Unfortunately, improving your website’s performance without breaking the bank can be difficult. Here’s a short guide explaining how to measure website performance and ways to improve it without compromising on the cost. 

How to Measure Website Speed and Performance

First things first, analyze the current speed of your website. You can use free and paid tools like Google PageSpeed Insights or WebPageTest to analyze key metrics like page load speed and overall performance scores. 

Experts also recommend monitoring Core Web Vitals. This is a set of three metrics that measure critical performance aspects, such as:

Largest Contentful Paint (LCP) – the loading speed of webpages, ideally 2.5 seconds.

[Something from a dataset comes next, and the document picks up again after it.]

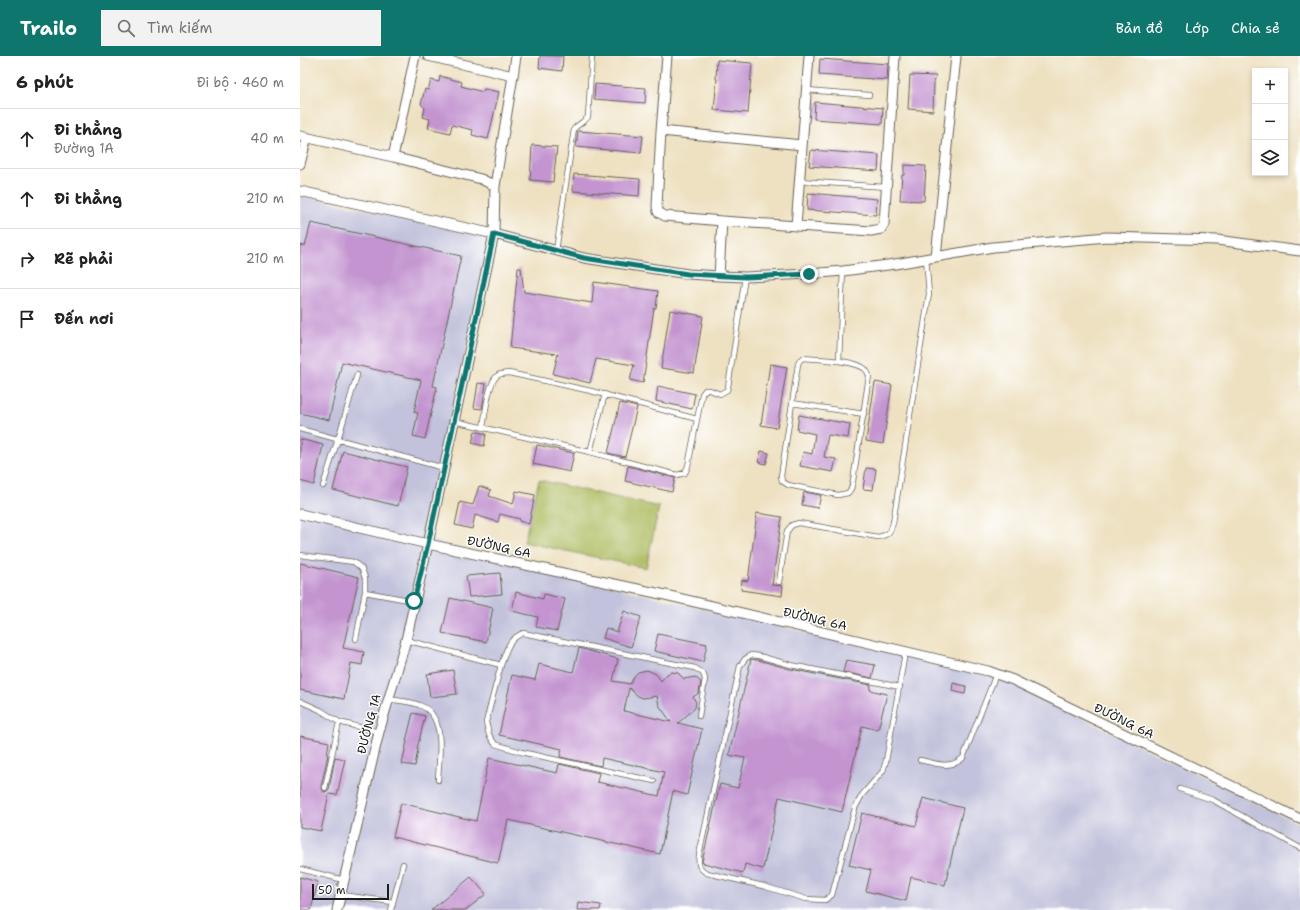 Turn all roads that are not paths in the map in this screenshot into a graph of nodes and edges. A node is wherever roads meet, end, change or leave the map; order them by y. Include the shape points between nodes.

Interaction to Next Paint (INP) – the time it takes for the browser to respond to a user’s request, ideally 200 milliseconds.

Cumulative Layout Shift (CLS) – the visual stability of a page. To clarify, CLS measures how much the content shifts on the page when a user opens the webpage. A good CLS is less than 0.1 seconds. 

How to Improve Website Performance

Here are five measures you can take to improve your website’s performance. 

 Choose the Right Hosting Plan

Standard hosting plans with shared networks are widely common. However, as your business needs expand, upgrading to a premium or individual hosting plan becomes necessary. Consider using a Virtual Private Server (VPS), where you have a dedicated share of resources like RAM, CPU, and bandwidth. With a VPS server, you can configure your operating system and applications, boosting the page speed. 

Reliable hosting providers, such as Liquid Web, also give you root access, which means you can have full control over the server environment.

Ensure Cross-Device Compatibility

Cross-device compatibility has a direct impact on your website’s performance and customer satisfaction. More than 50% of users are likely to abandon a website that doesn’t offer a mobile-friendly interface. Make sure the graphics and the interactive elements are working on every interface, including mobile phones and computer screens.

Optimize Images

Optimizing images is one of the most common and cost-effective ways to boost page loading speed. Compress images and use formats like WebP and JPEG to ensure images are appropriately sized for every screen. 

Limit the Number of HTTP Requests

Many webpages require browsers to make multiple HTTP requests to load images and scripts. With each request, the overall load time for a webpage increases. The best way to avoid this is to limit the number of HTTP requests. Conduct a speed test to determine which HTTP requests are taking the most time. 

Use Real Devices to Test the Website

Continuous monitoring is one of the most effective ways to optimize your website’s performance. Conduct regular speed tests and check the site’s interface on real devices to detect inefficiencies.